Walnut oil was considered as precious as gold well into the 1700’s. It is an oil that brought great fortunes to the Dordogne region. It’s multiple uses made it a sought after commodity. The oil  was used for lighting lamps, mixing paints and making soft soaps, but most importantly for cooking. (Now a days we say it has too low a burn point to cook with, but back then one used what could be produced locally and free.)

Just one or two trees on a small farm could help a peasant pay off their debs.  Large land owner’s orchards brought great riches to their properties. Nobles and clergy alike made sure that an orchard of walnuts was planted on their holdings.
The production of walnut oil really took off in the 17th century. Like the wines of southern France, barrels of oil passed through Bordeaux to Holland, England and Germany. Not only the oil was shipped, but the nuts themselves and the valuable trunks of old trees were also loaded on ships. Seasonal markets sprung up in late fall where everyone brought their harvest to a central location to sell to millers who then processed the nuts in their riverside mills.

During the 20th century walnut orchards had difficult times. Millers went off to war and did not return, their knowledge lost with them. The regimented rows of walnut trees were cut down because the strong wood was perfect for making gun handles. World War I, and then WWII, ate up men and trees. 

Luckily in the 1950’s there was a push to plant new walnut orchards.
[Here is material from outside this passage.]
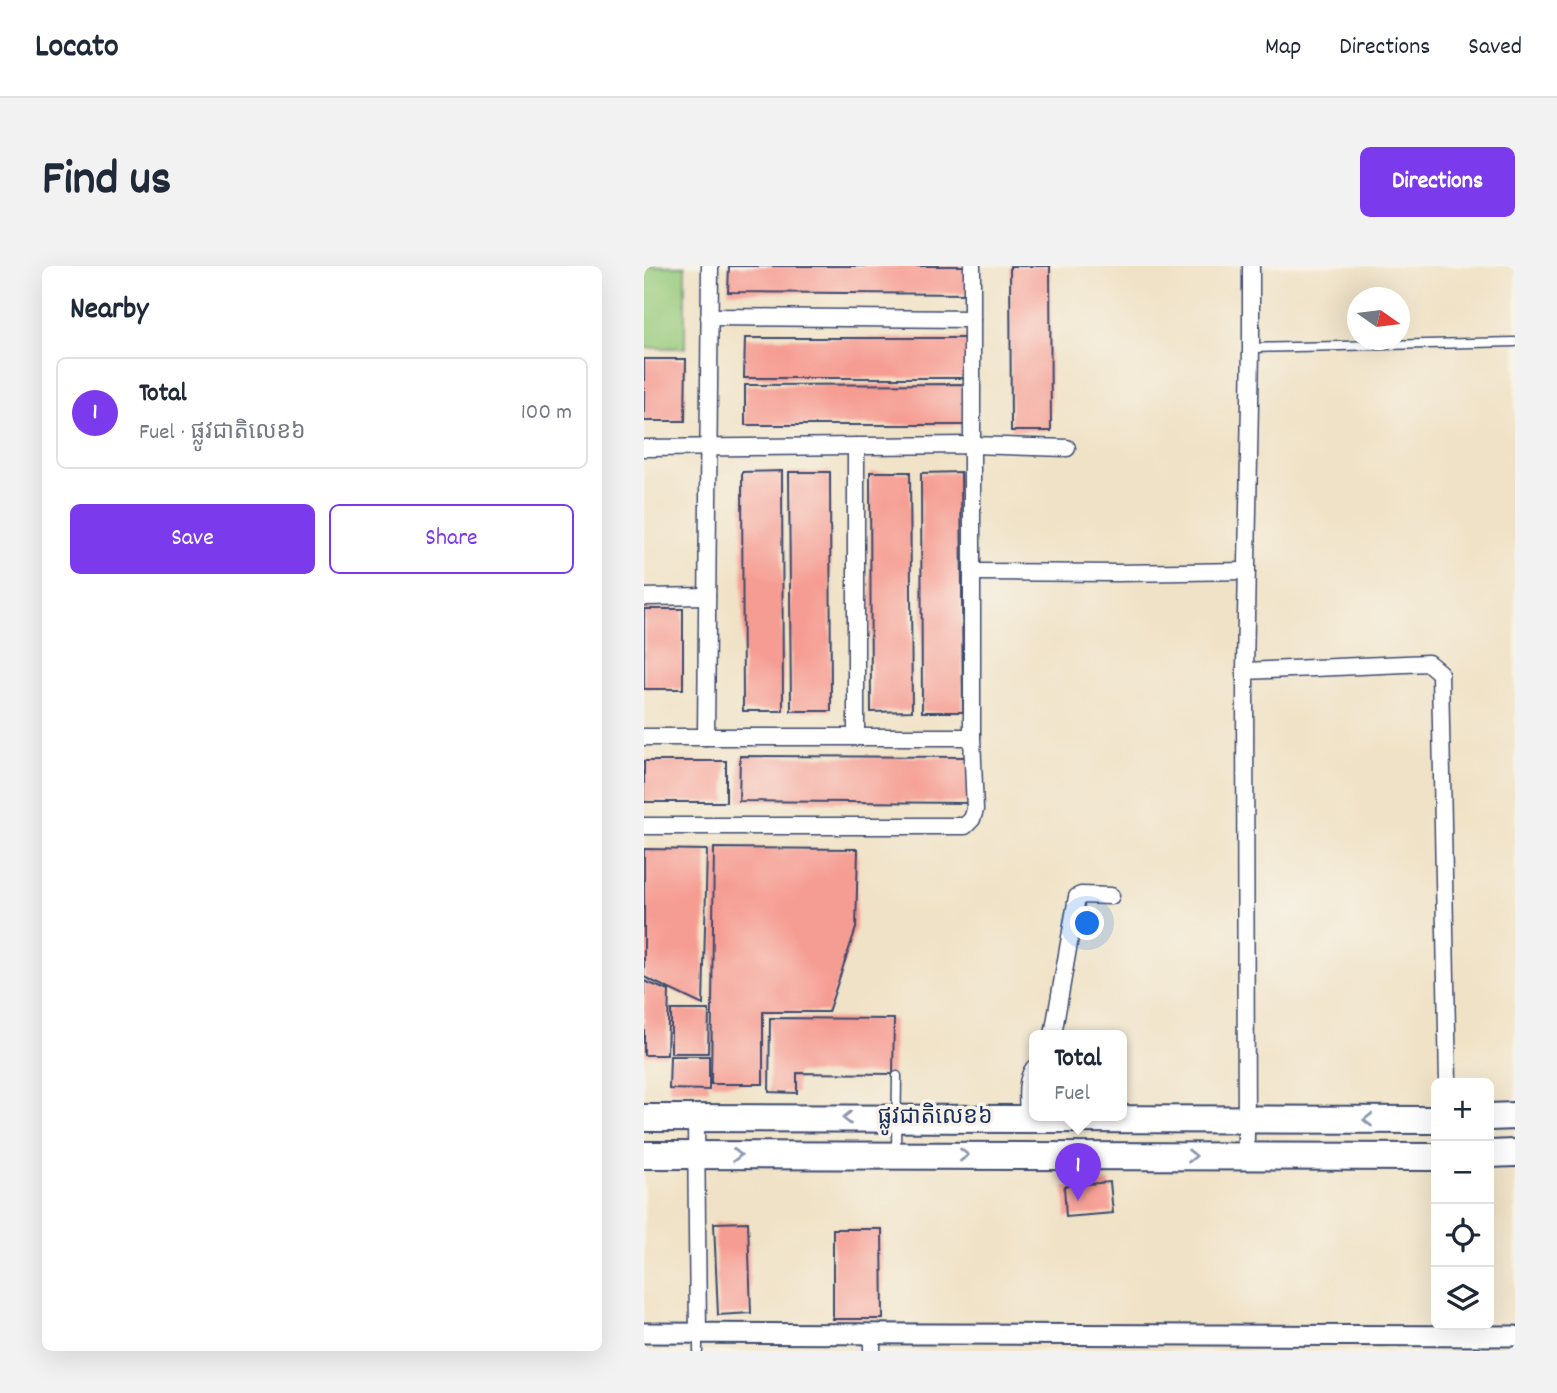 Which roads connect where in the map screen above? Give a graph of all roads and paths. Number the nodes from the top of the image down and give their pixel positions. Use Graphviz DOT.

Old timer’s memories were picked to reconstruct the best methods for growth and production. 

Walnuts are gathered in late October and left for a month or so in a sheltered space to dry. Some folks then take sack-fulls to the local cooperative to be sold by the kilo - shell and all, for a little “mad money”.  In days gone by entire hamlets and villages would get together on long winter evenings for nut cracking. Now a days a few families still work together around the kitchen table to crack their own nuts, but for a big operation like our local mill the nuts are shelled by a machine. This past year the nuts had a lot of disease,  so there was a lot of hand sorting of the good meat from the bad. Some things machines just can’t do. Sacks of the precious morsels are then transported down to the mill. Here the millers work their age old magic, magic passed on from generation to generation. The bottled gold is shipped off all over the world and few will know, but all will taste, the long and rich history of the Walnut of the Perigord.